How is Africa represented in Europe? As the artist spends a lot of time between Germany, England and Kenya, this question preoccupies him. Sam Hopkins spent his childhood in Kenya. For most of the population water is both scarce and a luxury. But for families like Sam's, water was not an issue; they had enough to swim in, let alone to drink. Looking back on that time, the artist's insights into mortality were extended to the drowning insects which he would try and save in the swimming pool.

Today, those insects play a key role in investigating a whole development discourse. Those bugs are casualties of too much water, while most of the Kenyan population does not have any. Symbolically speaking they are a powerful reflection on the extremity and absurdity of the wealth gap. The focus on the drowned insect as metaphor is reinforced by the presentation; the 28 insects are displayed almost as scientific specimens, positioned in the centre of a square image on a backlit light box made of acrylic and aluminum. At first sight, they’re taken out of context. If you take a closer look, you’ll see the tiles that remind you of a swimming pool.

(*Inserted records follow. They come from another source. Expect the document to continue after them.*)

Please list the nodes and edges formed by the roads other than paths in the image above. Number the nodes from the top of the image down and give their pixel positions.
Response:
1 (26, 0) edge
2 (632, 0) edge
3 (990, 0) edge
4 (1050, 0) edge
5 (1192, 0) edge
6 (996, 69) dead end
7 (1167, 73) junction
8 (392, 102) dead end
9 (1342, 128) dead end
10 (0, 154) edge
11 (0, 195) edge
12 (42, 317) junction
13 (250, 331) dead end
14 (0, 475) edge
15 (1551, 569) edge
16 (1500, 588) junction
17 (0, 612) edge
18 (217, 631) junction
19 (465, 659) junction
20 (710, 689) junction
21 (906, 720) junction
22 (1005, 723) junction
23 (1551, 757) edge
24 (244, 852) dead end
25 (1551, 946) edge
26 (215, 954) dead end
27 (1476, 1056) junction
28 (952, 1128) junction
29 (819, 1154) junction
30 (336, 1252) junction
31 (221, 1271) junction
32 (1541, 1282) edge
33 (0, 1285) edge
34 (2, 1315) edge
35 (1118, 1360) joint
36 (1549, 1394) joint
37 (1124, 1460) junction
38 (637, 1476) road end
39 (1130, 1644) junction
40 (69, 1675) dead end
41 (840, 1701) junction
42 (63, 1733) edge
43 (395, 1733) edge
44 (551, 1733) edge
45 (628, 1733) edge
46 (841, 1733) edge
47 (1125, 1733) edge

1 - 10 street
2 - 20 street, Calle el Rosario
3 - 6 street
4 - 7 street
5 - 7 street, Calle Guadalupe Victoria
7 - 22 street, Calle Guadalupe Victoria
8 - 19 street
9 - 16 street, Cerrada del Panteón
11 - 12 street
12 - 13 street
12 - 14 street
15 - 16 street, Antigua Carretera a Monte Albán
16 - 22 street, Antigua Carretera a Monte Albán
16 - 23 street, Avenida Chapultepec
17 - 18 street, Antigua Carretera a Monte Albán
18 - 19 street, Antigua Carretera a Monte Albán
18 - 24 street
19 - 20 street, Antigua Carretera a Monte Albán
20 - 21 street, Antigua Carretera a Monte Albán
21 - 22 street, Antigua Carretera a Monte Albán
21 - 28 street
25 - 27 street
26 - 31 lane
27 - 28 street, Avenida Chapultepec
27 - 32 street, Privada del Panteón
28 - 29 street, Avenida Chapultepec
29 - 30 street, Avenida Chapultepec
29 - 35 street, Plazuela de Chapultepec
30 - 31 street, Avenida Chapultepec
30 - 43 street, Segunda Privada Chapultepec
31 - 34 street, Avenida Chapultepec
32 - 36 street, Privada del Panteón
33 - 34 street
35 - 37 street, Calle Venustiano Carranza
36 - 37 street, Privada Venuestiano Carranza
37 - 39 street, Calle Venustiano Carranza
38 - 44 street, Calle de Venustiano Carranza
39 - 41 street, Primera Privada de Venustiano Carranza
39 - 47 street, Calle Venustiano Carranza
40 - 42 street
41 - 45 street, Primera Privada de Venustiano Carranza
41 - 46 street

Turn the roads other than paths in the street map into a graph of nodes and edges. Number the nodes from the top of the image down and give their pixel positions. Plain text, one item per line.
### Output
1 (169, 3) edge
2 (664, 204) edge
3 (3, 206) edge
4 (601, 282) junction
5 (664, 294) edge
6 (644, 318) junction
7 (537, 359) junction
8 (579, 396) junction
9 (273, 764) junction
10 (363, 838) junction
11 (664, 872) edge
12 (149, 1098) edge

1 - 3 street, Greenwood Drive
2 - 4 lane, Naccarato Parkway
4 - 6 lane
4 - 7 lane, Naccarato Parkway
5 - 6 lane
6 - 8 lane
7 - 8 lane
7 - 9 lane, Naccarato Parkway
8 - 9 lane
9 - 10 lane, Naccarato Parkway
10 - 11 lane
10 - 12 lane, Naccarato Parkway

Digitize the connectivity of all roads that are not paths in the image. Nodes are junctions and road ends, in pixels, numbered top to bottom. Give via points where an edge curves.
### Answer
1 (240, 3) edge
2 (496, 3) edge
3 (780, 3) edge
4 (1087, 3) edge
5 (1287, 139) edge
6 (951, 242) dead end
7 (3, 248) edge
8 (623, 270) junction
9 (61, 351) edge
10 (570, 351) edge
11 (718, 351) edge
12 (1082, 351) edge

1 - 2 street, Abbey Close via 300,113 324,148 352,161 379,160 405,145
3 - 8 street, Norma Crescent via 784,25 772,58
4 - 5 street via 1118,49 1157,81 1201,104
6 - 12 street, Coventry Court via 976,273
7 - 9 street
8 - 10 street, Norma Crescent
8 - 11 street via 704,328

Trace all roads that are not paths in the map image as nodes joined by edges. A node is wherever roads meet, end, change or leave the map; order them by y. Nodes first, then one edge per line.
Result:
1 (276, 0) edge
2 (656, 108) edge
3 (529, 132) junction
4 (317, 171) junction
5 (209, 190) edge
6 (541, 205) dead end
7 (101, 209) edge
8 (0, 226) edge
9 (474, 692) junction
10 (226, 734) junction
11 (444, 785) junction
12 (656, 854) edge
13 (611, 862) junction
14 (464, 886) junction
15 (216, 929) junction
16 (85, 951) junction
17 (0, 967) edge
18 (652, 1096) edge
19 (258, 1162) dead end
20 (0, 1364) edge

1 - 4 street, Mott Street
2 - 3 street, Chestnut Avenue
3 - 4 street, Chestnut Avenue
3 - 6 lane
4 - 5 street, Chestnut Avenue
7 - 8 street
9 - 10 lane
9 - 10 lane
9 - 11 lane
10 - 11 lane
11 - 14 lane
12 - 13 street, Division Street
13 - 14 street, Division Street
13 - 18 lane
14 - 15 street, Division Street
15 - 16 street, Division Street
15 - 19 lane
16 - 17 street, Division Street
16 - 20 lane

Sam Hopkins works in various media, sometimes on projects such as Slum TV, that take several years to build and have a tangible political impact. Other works, such as this, are intended to work on a more provocative and metaphorical level. As he says, it is a work intended to ‘Acknowledge your position’. Businessmen and NGO workers, Kenyan and European; many of the upper middle class have extreme privileges in Kenya. They don’t have to worry about water, which is piped to their door. Whilst, perversely, the majority of the population pay five times the price of piped water for a container of water to be hand-carried home. It is nothing new that rich and poor exist in the world, but the sheer distance between these two worlds is what this installation seems to try and visualize.

Sam Hopkins returned to Nairobi in 2006 having completed his post-graduate studies. Irony, humour and provocation are central to his work, as he says ‘It’s another way to tell the story.’ The Goethe Institut Nairobi recently published a monograph of his work in the series Contact zones NRB.

Every Saturday (14h-19h) you can visit the exhibition at Roots Contemporary in Collegestraat 33 (Elsene) until the 20th of May. The 14th of April the curator awaits you with drinks.